第十回英連邦戦没捕虜追悼礼拝 追悼の辞「隔ての壁をのり越えて」


大庭 昭博

 

八月六日、広島に原爆が投下された日の朝のニュースでオーストラリア・カウラの映像が流された。第二次大戦中に日本人捕虜が集団脱走をして、二〇〇人以上の死者を出した事件である。その事実にオーストラリア人は向かい合い、歴史教育として子どもに語り継ぐ試みがなされていた。日本で同じような歴史教育がどれだけなされているのか、暗澹たる思いにさせられる。自虐意識として無視されるか、圧力を受けることになろう。かつて天皇葬儀のとき、「自粛」という名の自己規制があったし、九・一一直後のアメリカのように、この重苦しさは、現代日本社会に漂っている。

八〇年前パリで開催されたオリンピックの物語を映画化した『炎のランナー』がある。二人の短距離選手、ユダヤ人とスコットランド人の対照的な姿は興味深い、後に宣教師として中国に渡ったスコットランド人エリック・リデルは、日本とも縁の深い人物である。リデルは、日本軍が設置した捕虜収容所の劣悪な環境の中で脳腫瘍に冒されて死亡する。そのような状況の中で、リデルは、ランニングシューズを渡したメティカフという少年に「日本のために祈れ」と語ったそうである。メティカフはその後、日本各地で宣教師の働きをなし、多くの日本人に福音を宣べ伝えた。

映画が日本で上映されたとき、些細なことかも知れないが、自己規制のようなものが働いている。最後の字幕の日本語訳は「エリック・リデル。宣教師。任地中国で死亡…」であるが、英語字幕のDied in occupied China at the end of World War Ⅱが欠落している。歴史の記憶からすると、この事実は小さなことではない。自国の都合の悪いことを意図的に削ることは、悪性のナルシシズムそのものである。それを支えているのは、特別に悪意をもっている人々ではない。ふつうの人である。

聖書に「敵意という隔ての壁」(エフェソ2:14)という言葉がある。これは、悪い人間だから敵意をいだくということではなく、ふつうの人々が戦争という異常な状況において残虐な行為を行ってしまう、と現代社会の文脈では解釈することができる。戦争とまではいかなくとも、ふつうの人々が自己規制において、歴史の事実に覆いをかけることに手を貸すとき、「敵意という隔ての壁」を強化してしまう。

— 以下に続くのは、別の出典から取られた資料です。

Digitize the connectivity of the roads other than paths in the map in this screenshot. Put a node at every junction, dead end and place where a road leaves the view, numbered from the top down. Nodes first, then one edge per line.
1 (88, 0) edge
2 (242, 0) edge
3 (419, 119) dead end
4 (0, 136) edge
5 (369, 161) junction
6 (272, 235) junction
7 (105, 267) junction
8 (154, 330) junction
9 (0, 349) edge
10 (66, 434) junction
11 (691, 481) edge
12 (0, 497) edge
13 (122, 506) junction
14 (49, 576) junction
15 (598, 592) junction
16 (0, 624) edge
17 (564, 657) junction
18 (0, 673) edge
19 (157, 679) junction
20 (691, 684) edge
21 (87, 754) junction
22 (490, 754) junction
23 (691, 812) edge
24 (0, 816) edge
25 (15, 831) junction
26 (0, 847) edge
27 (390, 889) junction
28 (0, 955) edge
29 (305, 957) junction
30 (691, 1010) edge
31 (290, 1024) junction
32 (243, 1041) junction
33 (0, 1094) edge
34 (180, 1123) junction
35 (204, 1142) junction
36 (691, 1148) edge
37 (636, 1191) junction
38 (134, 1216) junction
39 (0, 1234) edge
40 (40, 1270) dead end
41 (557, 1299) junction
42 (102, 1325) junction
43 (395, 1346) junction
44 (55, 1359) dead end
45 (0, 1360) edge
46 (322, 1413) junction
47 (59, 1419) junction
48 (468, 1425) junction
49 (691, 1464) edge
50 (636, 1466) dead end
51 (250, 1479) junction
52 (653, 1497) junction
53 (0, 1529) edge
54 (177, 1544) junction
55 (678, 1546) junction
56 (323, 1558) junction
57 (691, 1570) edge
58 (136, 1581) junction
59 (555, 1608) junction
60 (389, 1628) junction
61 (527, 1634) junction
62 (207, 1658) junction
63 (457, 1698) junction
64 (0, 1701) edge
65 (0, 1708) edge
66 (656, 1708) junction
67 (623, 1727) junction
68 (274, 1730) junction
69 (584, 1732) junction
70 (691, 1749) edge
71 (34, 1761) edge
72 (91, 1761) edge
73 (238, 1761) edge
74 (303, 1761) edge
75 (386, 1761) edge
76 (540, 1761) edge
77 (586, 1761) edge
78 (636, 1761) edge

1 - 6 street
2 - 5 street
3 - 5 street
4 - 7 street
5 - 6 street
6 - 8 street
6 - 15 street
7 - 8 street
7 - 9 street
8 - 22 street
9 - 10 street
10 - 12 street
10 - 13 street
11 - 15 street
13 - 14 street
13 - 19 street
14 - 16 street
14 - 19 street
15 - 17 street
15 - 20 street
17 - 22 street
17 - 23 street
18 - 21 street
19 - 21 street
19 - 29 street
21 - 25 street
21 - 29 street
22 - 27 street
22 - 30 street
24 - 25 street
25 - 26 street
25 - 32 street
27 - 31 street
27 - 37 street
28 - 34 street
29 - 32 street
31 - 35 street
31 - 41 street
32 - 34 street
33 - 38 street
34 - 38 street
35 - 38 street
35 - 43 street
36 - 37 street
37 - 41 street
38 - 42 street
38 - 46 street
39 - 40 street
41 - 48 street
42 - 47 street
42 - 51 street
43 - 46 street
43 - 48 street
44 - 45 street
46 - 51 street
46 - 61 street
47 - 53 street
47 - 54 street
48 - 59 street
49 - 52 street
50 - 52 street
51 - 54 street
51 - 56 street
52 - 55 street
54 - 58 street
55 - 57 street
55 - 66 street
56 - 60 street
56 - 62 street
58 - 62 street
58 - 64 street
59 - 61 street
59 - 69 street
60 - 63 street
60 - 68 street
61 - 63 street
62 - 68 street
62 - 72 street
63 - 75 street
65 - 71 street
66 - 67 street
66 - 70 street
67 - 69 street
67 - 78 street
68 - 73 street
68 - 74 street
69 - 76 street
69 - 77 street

聖書は、十字架によってこの敵意を滅ぼすと言う。イエス・キリストの十字架は、この敵意を滅ぼす和解と平和の福音である。この福音は、ふつうの人々、私たちの中にある敵意なるものを明るみに出し、その敵意を克服するようにと促す。相手の敵意は、自らの敵意によっては決して滅ぼされることはない。まず自らの敵意を取り除くことが、十字架による和解の第一歩であるべきだろう。

私たちは、現代社会、また国際社会において、報復という敵意に囲まれている。まわりがこの敵意によって満たされている社会は、健全とは言えない。重苦しい社会の中で、真実を語りそれを教育することに尻込みをし、自己規制することによって、この敵意を増長させてしまうことになる。

英連邦は、日本人にとってはかつての敵国である。この敵国犠牲者の追悼を行うことは、もっと大きなところへと目を向けさせる。日本がアジアへ行った侵略行為である。一方でこの罪責を認めたくないというナショナリズムの誇りがある。しかし、この誇りは、敵意の壁を決して取り除くことはできないであろう。カウラで行われている歴史教育は、敵意を取り除く和解とあがないの行為のひとつである。「日本人のために祈れ」と少年に伝えたリデルの言葉は、そのような祈りが凝縮されたものとして現代にも生き続けている。